Wentworth straightened up and looked at us with those strange grey eyes. “Thought I heard bats,” he said. “Wings fluttering. Giant bats. But no sign of them.”
He left the cabin then, heading down a narrow tunnel which had been specially installed so that the pilot could get into the cockpit without having to go outside the craft. His co-pilot, a Lieutenant Nelson, had been warming the motors. The commodore left a minute later after wishing us luck. He looked as if he thought we’d need it.
Presently, Wentworth phoned in to us and told us to lie down in the bunks or grab hold of something solid. We were getting ready to take off. We got into the bunks, and I stared at the ceiling while the plane slowly taxied to the starting point, the motors were “revved” up, and then it began to bump along the meadow. Within a short time its tail had lifted and we were suddenly aloft. Neither Holmes nor I could endure just lying there any more. We had to get up and look through the window in the door. The sight of the earth dropping away in the dusk, of houses, cows, horses and waggons, and brooks and then the Thames itself dwindling, dwindling caused us to be both uneasy and exhilarated.
Holmes was still grey, but I am certain that it was not fear of altitude that affected him. It was being completely dependent upon someone else, being not in control of the situation. On the ground Holmes was his own master. Here his life and limb were in the hands of two strangers, one of whom had already impressed us as being very strange. It also became obvious only too soon that Holmes, no matter how steely his nerves and how calm his digestion on earth, was subject to airsickness.
The plane flew on and on, crossing the channel in the dark, crossing the westerly and then the southwestern part of France.

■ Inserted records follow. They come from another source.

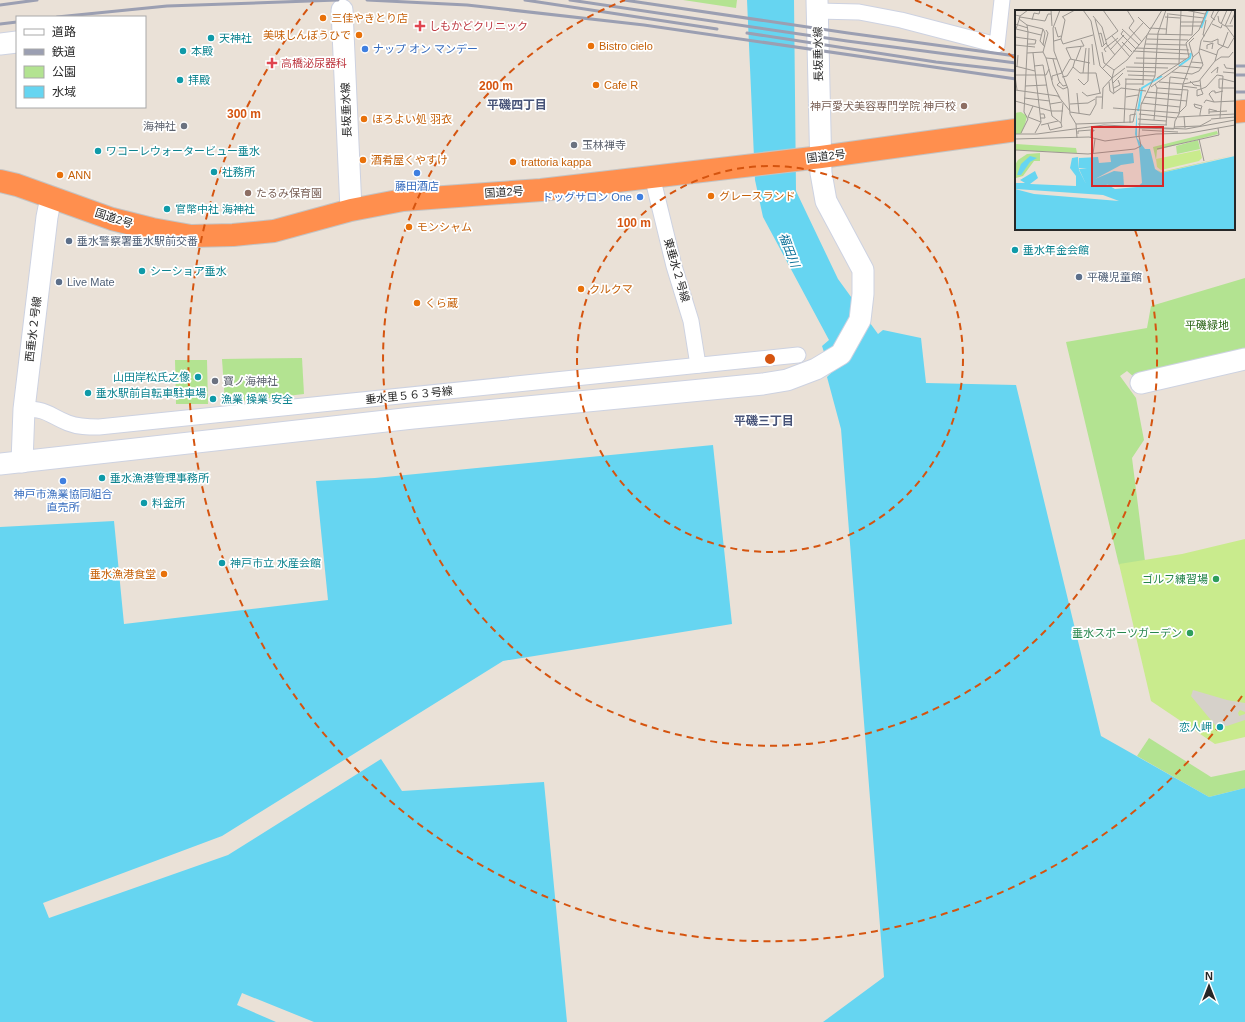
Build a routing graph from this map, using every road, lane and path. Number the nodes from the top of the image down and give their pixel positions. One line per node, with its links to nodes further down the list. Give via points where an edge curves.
1 (1002, 0): 2 (street, via 997,45 901,20)
2 (817, 5): 11 (street, 長坂垂水線)
3 (342, 10): 15 (street, 長坂垂水線)
4 (16, 42): 5 (street)
5 (0, 44)
6 (16, 56): 7 (street)
7 (0, 58)
8 (1245, 111): 9 (highway)
9 (1235, 112)
10 (1015, 130): 11 (highway, 国道2号)
11 (811, 158): 12 (highway, 国道2号); 21 (street, 長坂垂水線, via 826,200 862,270 863,288 860,320 841,354 816,370 787,380 669,394 406,419)
12 (652, 176): 15 (highway, 国道2号, via 541,190 403,200); 18 (street, 東垂水２号線, via 674,266 692,322)
13 (0, 181): 14 (highway, 国道2号)
14 (51, 197): 15 (highway, 国道2号, via 152,230 190,236 233,235 274,230); 20 (street, 西垂水２号線)
15 (351, 210)
16 (798, 355): 18 (street, 垂水里５６３号線)
17 (1245, 359): 19 (street)
18 (698, 365): 20 (street, 垂水里５６３号線, via 99,426 81,426 68,423 48,412)
19 (1141, 383)
20 (24, 409): 21 (street, 西垂水２号線)
21 (22, 462): 22 (street, 長坂垂水線)
22 (0, 464)

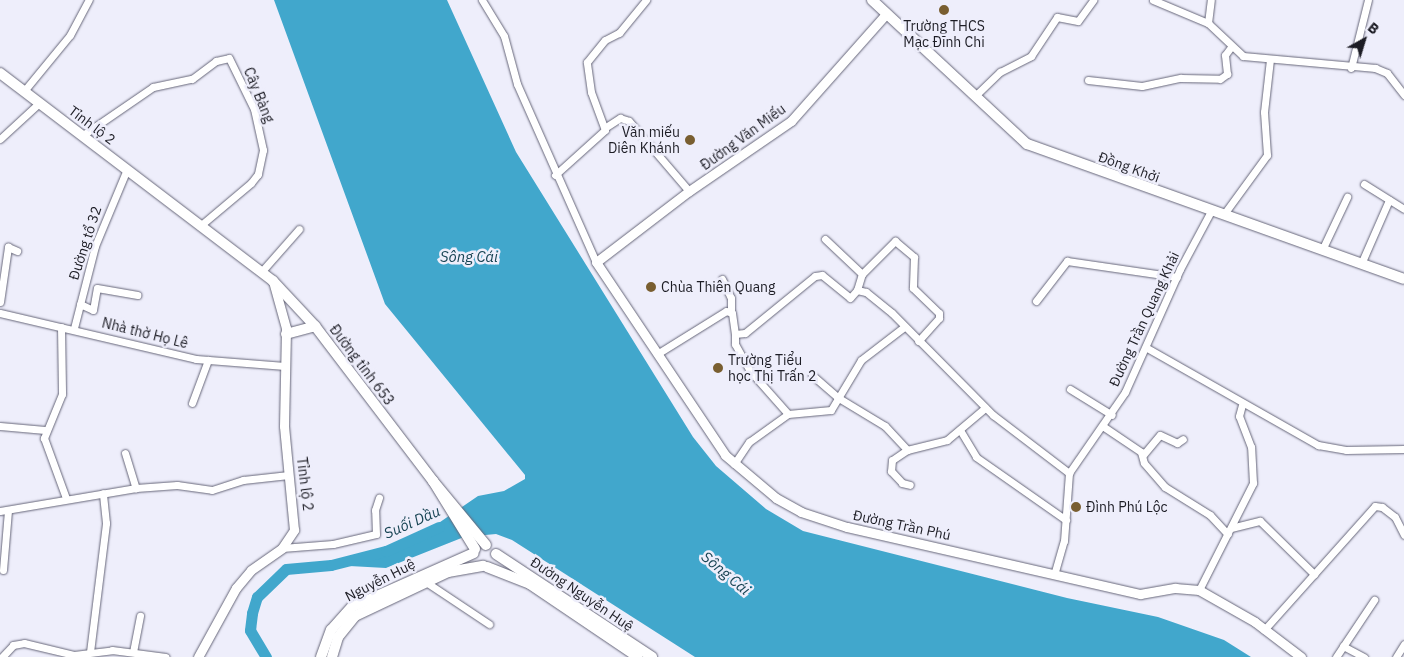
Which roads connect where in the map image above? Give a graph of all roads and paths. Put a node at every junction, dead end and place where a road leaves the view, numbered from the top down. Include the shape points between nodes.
1 (89, 0) edge
2 (482, 0) edge
3 (646, 0) edge
4 (872, 0) edge
5 (1093, 0) edge
6 (1153, 0) edge
7 (1211, 0) edge
8 (1368, 0) edge
9 (886, 14) junction
10 (1208, 23) junction
11 (1231, 47) junction
12 (1270, 60) junction
13 (1352, 68) junction
14 (0, 73) edge
15 (1088, 80) dead end
16 (24, 91) junction
17 (977, 94) junction
18 (1404, 96) edge
19 (39, 103) junction
20 (606, 127) junction
21 (83, 135) junction
22 (0, 139) edge
23 (127, 169) junction
24 (555, 175) junction
25 (1364, 184) dead end
26 (689, 191) junction
27 (1346, 197) dead end
28 (1389, 200) junction
29 (1404, 209) edge
30 (1211, 211) junction
31 (1224, 214) junction
32 (200, 226) junction
33 (299, 229) dead end
34 (825, 239) dead end
35 (1322, 250) junction
36 (18, 251) dead end
37 (596, 262) junction
38 (1361, 264) junction
39 (262, 271) junction
40 (862, 274) junction
41 (1177, 277) junction
42 (722, 279) dead end
43 (1404, 279) edge
44 (273, 281) junction
45 (857, 290) junction
46 (137, 295) dead end
47 (1036, 300) dead end
48 (0, 302) edge
49 (80, 304) junction
50 (731, 312) junction
51 (0, 313) edge
52 (315, 326) junction
53 (61, 327) junction
54 (904, 327) junction
55 (74, 328) junction
56 (286, 334) junction
57 (735, 334) junction
58 (918, 341) junction
59 (1147, 348) junction
60 (657, 354) junction
61 (208, 360) junction
62 (285, 366) junction
63 (812, 375) dead end
64 (1070, 389) dead end
65 (837, 397) junction
66 (192, 403) dead end
67 (1242, 405) junction
68 (985, 408) junction
69 (788, 414) junction
70 (1112, 415) junction
71 (0, 426) edge
72 (1104, 427) junction
73 (45, 430) junction
74 (960, 430) junction
75 (1183, 439) dead end
76 (1404, 449) edge
77 (907, 450) junction
78 (125, 453) dead end
79 (1143, 455) junction
80 (734, 464) junction
81 (1069, 473) junction
82 (289, 475) junction
83 (910, 485) dead end
84 (136, 488) junction
85 (103, 493) junction
86 (66, 498) junction
87 (379, 498) dead end
88 (4, 510) edge
89 (1066, 520) junction
90 (1230, 531) junction
91 (473, 534) junction
92 (1404, 535) edge
93 (486, 545) junction
94 (282, 548) junction
95 (475, 551) junction
96 (496, 554) junction
97 (485, 566) junction
98 (3, 570) dead end
99 (1314, 574) junction
100 (1054, 575) junction
101 (426, 582) junction
102 (1199, 590) junction
103 (390, 594) junction
104 (1374, 600) dead end
105 (140, 616) dead end
106 (593, 623) junction
107 (489, 624) dead end
108 (1264, 630) junction
109 (1404, 644) edge
110 (1343, 646) junction
111 (90, 652) junction
112 (133, 652) junction
113 (74, 656) edge
114 (2, 657) edge
115 (166, 657) edge
116 (198, 657) edge
117 (321, 657) edge
118 (332, 657) edge
119 (638, 657) edge
120 (652, 657) edge
121 (1301, 657) edge
122 (1336, 657) edge
123 (1364, 657) edge
124 (1396, 657) edge

1 - 16 street via 70,35
2 - 24 street via 508,45 517,84
3 - 20 street via 585,65 593,99
4 - 9 main road, Đồng Khởi
5 - 17 street via 1078,21 1058,17 1031,56 1000,72
6 - 10 street
7 - 10 street
8 - 13 street
9 - 17 main road, Đồng Khởi
9 - 26 street, Đường Văn Miếu via 791,121
10 - 11 street
11 - 12 street via 1243,56
11 - 15 street via 1225,55 1227,74 1220,79 1180,78 1142,86
12 - 13 street
12 - 31 street via 1264,112 1267,155
13 - 18 street via 1375,68 1387,73
14 - 16 main road, Tỉnh lộ 2
16 - 19 main road, Tỉnh lộ 2
17 - 30 main road, Đồng Khởi via 1028,144
19 - 21 main road, Tỉnh lộ 2
19 - 22 street
20 - 24 street
20 - 26 street via 620,118 627,119
21 - 23 main road, Tỉnh lộ 2
21 - 32 street, Cây Bàng via 153,86 192,79 216,61 229,58 254,109 263,150 258,174 251,183
23 - 32 main road, Tỉnh lộ 2
23 - 49 street, Đường tổ 32 via 95,246
24 - 37 street
25 - 28 street
26 - 37 street, Đường Văn Miếu
27 - 35 street
28 - 29 street
28 - 38 street
30 - 31 main road, Đồng Khởi
30 - 41 street, Đường Trần Quang Khải
31 - 35 main road, Đồng Khởi
32 - 39 main road, Tỉnh lộ 2
33 - 39 street
34 - 40 street
35 - 38 main road, Đồng Khởi
36 - 48 street via 8,247
37 - 60 street, Đường Trần Phú
38 - 43 main road, Đồng Khởi
39 - 44 main road, Đường tỉnh 653
40 - 45 street
40 - 58 street via 891,241 912,254 913,288 940,315
41 - 47 street via 1067,262
41 - 59 street, Đường Trần Quang Khải
42 - 50 street via 731,298
44 - 52 main road, Đường tỉnh 653
44 - 56 street, Tỉnh lộ 2 via 283,310
45 - 54 street via 874,298
45 - 57 street via 848,297 822,275 815,276 745,333
46 - 49 street via 97,288 93,310
49 - 55 street, Đường tổ 32
50 - 57 street
50 - 60 street via 696,327
51 - 53 street, Nhà thờ Họ Lê
52 - 56 main road
52 - 91 main road, Đường tỉnh 653
53 - 55 street, Nhà thờ Họ Lê
53 - 73 street via 62,394
54 - 58 street
54 - 65 street via 861,360
55 - 61 street, Nhà thờ Họ Lê
56 - 62 street, Tỉnh lộ 2
57 - 69 street via 734,344 750,371
58 - 68 street
59 - 67 street
59 - 70 street, Đường Trần Quang Khải
60 - 80 street, Đường Trần Phú
61 - 62 street, Nhà thờ Họ Lê
61 - 66 street
62 - 82 street, Tỉnh lộ 2
63 - 65 street
64 - 70 street
65 - 69 street via 829,411
65 - 77 street via 885,426
67 - 76 street via 1318,445 1346,450
67 - 90 street via 1239,416 1251,447 1253,483
68 - 74 street
68 - 81 street
69 - 80 street via 748,442
70 - 72 street, Đường Trần Quang Khải
71 - 73 street
72 - 79 street
72 - 81 street, Đường Trần Quang Khải
73 - 86 street via 46,446
74 - 77 street via 940,443
74 - 89 street via 976,457
75 - 79 street via 1177,443 1160,435
77 - 83 street via 892,460 891,471
78 - 84 street
79 - 90 street via 1144,463 1165,487
80 - 100 street, Đường Trần Phú via 776,498 822,520
81 - 89 street
82 - 84 street via 243,480 207,491 177,485
82 - 94 street, Tỉnh lộ 2 via 295,523
84 - 85 street
85 - 86 street
85 - 111 street via 106,524
86 - 88 street
87 - 94 street via 375,510 376,534 333,544
88 - 98 street
89 - 100 street
90 - 99 street via 1260,521
90 - 102 street
91 - 93 main road, Đường tỉnh 653
91 - 95 main road, Đường tỉnh 653
92 - 99 street via 1395,517 1376,505
93 - 95 main road, Nguyễn Huệ via 480,544
93 - 96 main road, Đường Nguyễn Huệ
94 - 116 street, Tỉnh lộ 2 via 251,570 236,588
95 - 97 main road, Đường tỉnh 653
95 - 103 main road, Nguyễn Huệ
96 - 97 main road via 497,561
96 - 106 main road, Đường Nguyễn Huệ
97 - 101 main road, Nguyễn Huệ via 465,567
97 - 106 main road, Đường Nguyễn Huệ via 530,584
99 - 108 street
100 - 102 street, Đường Trần Phú via 1140,594 1175,588
101 - 103 main road, Nguyễn Huệ
101 - 107 street
102 - 108 street, Đường Trần Phú via 1217,597
103 - 117 main road, Nguyễn Huệ via 352,607 331,630
103 - 118 main road, Nguyễn Huệ via 355,616 338,637
104 - 110 street
105 - 112 street
106 - 119 main road, Đường Nguyễn Huệ
106 - 120 main road, Đường Nguyễn Huệ
108 - 121 street, Đường Trần Phú
109 - 124 street
110 - 122 street
110 - 123 street
111 - 112 street
111 - 113 street
112 - 115 street
113 - 114 street via 24,643 7,649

We landed on a strip lighted with flames. Holmes wanted to get out and stretch his legs but Wentworth forbade that.
“Who knows what’s prowling around here, waiting to identify you and then to crouch and leap, destroying utterly?” he said.
After he had gone back to the cockpit, I said, “Holmes, don’t you think he puts the possibility of spies in somewhat strange language? And didn’t you smell Scotch on his breath? Should a pilot drink while flying?”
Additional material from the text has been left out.